RECORDS PROVIDED »
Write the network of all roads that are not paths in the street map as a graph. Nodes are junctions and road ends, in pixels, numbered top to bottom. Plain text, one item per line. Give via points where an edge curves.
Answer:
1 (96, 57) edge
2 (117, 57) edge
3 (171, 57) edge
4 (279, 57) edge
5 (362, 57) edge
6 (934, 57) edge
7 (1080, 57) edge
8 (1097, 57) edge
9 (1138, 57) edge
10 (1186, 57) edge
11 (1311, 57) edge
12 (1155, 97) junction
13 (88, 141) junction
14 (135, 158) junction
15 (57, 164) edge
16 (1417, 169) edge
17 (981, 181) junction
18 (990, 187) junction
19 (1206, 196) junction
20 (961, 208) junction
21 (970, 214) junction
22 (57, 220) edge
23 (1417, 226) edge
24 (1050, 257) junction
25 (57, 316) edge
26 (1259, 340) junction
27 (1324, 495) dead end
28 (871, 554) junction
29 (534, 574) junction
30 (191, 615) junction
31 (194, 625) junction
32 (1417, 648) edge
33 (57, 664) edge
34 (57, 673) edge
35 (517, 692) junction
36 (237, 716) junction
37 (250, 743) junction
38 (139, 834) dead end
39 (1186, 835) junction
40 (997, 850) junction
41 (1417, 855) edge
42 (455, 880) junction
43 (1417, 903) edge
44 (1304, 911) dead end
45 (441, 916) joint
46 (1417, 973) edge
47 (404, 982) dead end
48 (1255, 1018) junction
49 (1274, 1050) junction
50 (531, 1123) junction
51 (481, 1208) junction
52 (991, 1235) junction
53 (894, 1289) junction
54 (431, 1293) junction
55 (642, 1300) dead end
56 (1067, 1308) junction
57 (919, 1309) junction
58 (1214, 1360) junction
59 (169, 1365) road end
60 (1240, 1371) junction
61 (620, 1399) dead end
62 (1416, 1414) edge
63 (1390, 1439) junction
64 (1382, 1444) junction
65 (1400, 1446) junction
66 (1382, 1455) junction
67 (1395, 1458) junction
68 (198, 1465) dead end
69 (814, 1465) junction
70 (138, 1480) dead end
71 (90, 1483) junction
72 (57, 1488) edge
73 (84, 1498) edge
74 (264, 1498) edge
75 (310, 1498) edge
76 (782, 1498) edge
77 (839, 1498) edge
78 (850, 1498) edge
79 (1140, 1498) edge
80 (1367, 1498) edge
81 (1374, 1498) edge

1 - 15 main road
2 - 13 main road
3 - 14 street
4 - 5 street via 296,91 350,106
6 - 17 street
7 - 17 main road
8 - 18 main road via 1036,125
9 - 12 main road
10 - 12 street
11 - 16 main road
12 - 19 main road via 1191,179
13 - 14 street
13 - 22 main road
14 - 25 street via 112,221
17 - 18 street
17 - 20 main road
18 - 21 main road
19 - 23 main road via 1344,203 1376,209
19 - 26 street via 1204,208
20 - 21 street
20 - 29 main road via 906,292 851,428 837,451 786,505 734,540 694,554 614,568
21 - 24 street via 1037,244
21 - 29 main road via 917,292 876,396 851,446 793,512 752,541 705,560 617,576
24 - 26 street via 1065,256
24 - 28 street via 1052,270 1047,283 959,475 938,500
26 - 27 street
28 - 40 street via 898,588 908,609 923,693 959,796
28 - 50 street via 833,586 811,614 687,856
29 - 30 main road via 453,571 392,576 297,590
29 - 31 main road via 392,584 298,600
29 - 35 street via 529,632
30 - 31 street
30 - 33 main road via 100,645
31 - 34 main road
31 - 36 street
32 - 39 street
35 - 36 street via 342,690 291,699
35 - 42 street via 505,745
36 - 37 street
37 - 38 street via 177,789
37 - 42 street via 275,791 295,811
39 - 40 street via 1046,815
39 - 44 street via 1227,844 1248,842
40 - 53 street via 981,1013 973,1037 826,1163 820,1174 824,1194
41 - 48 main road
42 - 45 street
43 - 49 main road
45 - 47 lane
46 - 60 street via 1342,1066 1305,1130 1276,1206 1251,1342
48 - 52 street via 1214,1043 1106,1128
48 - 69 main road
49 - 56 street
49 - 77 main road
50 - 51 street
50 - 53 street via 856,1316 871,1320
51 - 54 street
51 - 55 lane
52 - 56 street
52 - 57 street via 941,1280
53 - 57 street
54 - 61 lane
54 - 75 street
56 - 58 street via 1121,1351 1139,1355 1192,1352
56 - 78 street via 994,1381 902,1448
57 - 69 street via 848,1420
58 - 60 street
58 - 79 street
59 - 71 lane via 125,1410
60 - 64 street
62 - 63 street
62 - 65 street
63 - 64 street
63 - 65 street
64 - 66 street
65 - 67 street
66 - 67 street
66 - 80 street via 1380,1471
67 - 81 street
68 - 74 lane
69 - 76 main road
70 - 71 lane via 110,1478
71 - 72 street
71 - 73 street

TASK STATEMENT »
Having gone through the data above, repeat it exactly.

WRITTEN ANSWER »
Write the network of all roads that are not paths in the street map as a graph. Nodes are junctions and road ends, in pixels, numbered top to bottom. Plain text, one item per line. Give via points where an edge curves.
Answer:
1 (96, 57) edge
2 (117, 57) edge
3 (171, 57) edge
4 (279, 57) edge
5 (362, 57) edge
6 (934, 57) edge
7 (1080, 57) edge
8 (1097, 57) edge
9 (1138, 57) edge
10 (1186, 57) edge
11 (1311, 57) edge
12 (1155, 97) junction
13 (88, 141) junction
14 (135, 158) junction
15 (57, 164) edge
16 (1417, 169) edge
17 (981, 181) junction
18 (990, 187) junction
19 (1206, 196) junction
20 (961, 208) junction
21 (970, 214) junction
22 (57, 220) edge
23 (1417, 226) edge
24 (1050, 257) junction
25 (57, 316) edge
26 (1259, 340) junction
27 (1324, 495) dead end
28 (871, 554) junction
29 (534, 574) junction
30 (191, 615) junction
31 (194, 625) junction
32 (1417, 648) edge
33 (57, 664) edge
34 (57, 673) edge
35 (517, 692) junction
36 (237, 716) junction
37 (250, 743) junction
38 (139, 834) dead end
39 (1186, 835) junction
40 (997, 850) junction
41 (1417, 855) edge
42 (455, 880) junction
43 (1417, 903) edge
44 (1304, 911) dead end
45 (441, 916) joint
46 (1417, 973) edge
47 (404, 982) dead end
48 (1255, 1018) junction
49 (1274, 1050) junction
50 (531, 1123) junction
51 (481, 1208) junction
52 (991, 1235) junction
53 (894, 1289) junction
54 (431, 1293) junction
55 (642, 1300) dead end
56 (1067, 1308) junction
57 (919, 1309) junction
58 (1214, 1360) junction
59 (169, 1365) road end
60 (1240, 1371) junction
61 (620, 1399) dead end
62 (1416, 1414) edge
63 (1390, 1439) junction
64 (1382, 1444) junction
65 (1400, 1446) junction
66 (1382, 1455) junction
67 (1395, 1458) junction
68 (198, 1465) dead end
69 (814, 1465) junction
70 (138, 1480) dead end
71 (90, 1483) junction
72 (57, 1488) edge
73 (84, 1498) edge
74 (264, 1498) edge
75 (310, 1498) edge
76 (782, 1498) edge
77 (839, 1498) edge
78 (850, 1498) edge
79 (1140, 1498) edge
80 (1367, 1498) edge
81 (1374, 1498) edge

1 - 15 main road
2 - 13 main road
3 - 14 street
4 - 5 street via 296,91 350,106
6 - 17 street
7 - 17 main road
8 - 18 main road via 1036,125
9 - 12 main road
10 - 12 street
11 - 16 main road
12 - 19 main road via 1191,179
13 - 14 street
13 - 22 main road
14 - 25 street via 112,221
17 - 18 street
17 - 20 main road
18 - 21 main road
19 - 23 main road via 1344,203 1376,209
19 - 26 street via 1204,208
20 - 21 street
20 - 29 main road via 906,292 851,428 837,451 786,505 734,540 694,554 614,568
21 - 24 street via 1037,244
21 - 29 main road via 917,292 876,396 851,446 793,512 752,541 705,560 617,576
24 - 26 street via 1065,256
24 - 28 street via 1052,270 1047,283 959,475 938,500
26 - 27 street
28 - 40 street via 898,588 908,609 923,693 959,796
28 - 50 street via 833,586 811,614 687,856
29 - 30 main road via 453,571 392,576 297,590
29 - 31 main road via 392,584 298,600
29 - 35 street via 529,632
30 - 31 street
30 - 33 main road via 100,645
31 - 34 main road
31 - 36 street
32 - 39 street
35 - 36 street via 342,690 291,699
35 - 42 street via 505,745
36 - 37 street
37 - 38 street via 177,789
37 - 42 street via 275,791 295,811
39 - 40 street via 1046,815
39 - 44 street via 1227,844 1248,842
40 - 53 street via 981,1013 973,1037 826,1163 820,1174 824,1194
41 - 48 main road
42 - 45 street
43 - 49 main road
45 - 47 lane
46 - 60 street via 1342,1066 1305,1130 1276,1206 1251,1342
48 - 52 street via 1214,1043 1106,1128
48 - 69 main road
49 - 56 street
49 - 77 main road
50 - 51 street
50 - 53 street via 856,1316 871,1320
51 - 54 street
51 - 55 lane
52 - 56 street
52 - 57 street via 941,1280
53 - 57 street
54 - 61 lane
54 - 75 street
56 - 58 street via 1121,1351 1139,1355 1192,1352
56 - 78 street via 994,1381 902,1448
57 - 69 street via 848,1420
58 - 60 street
58 - 79 street
59 - 71 lane via 125,1410
60 - 64 street
62 - 63 street
62 - 65 street
63 - 64 street
63 - 65 street
64 - 66 street
65 - 67 street
66 - 67 street
66 - 80 street via 1380,1471
67 - 81 street
68 - 74 lane
69 - 76 main road
70 - 71 lane via 110,1478
71 - 72 street
71 - 73 street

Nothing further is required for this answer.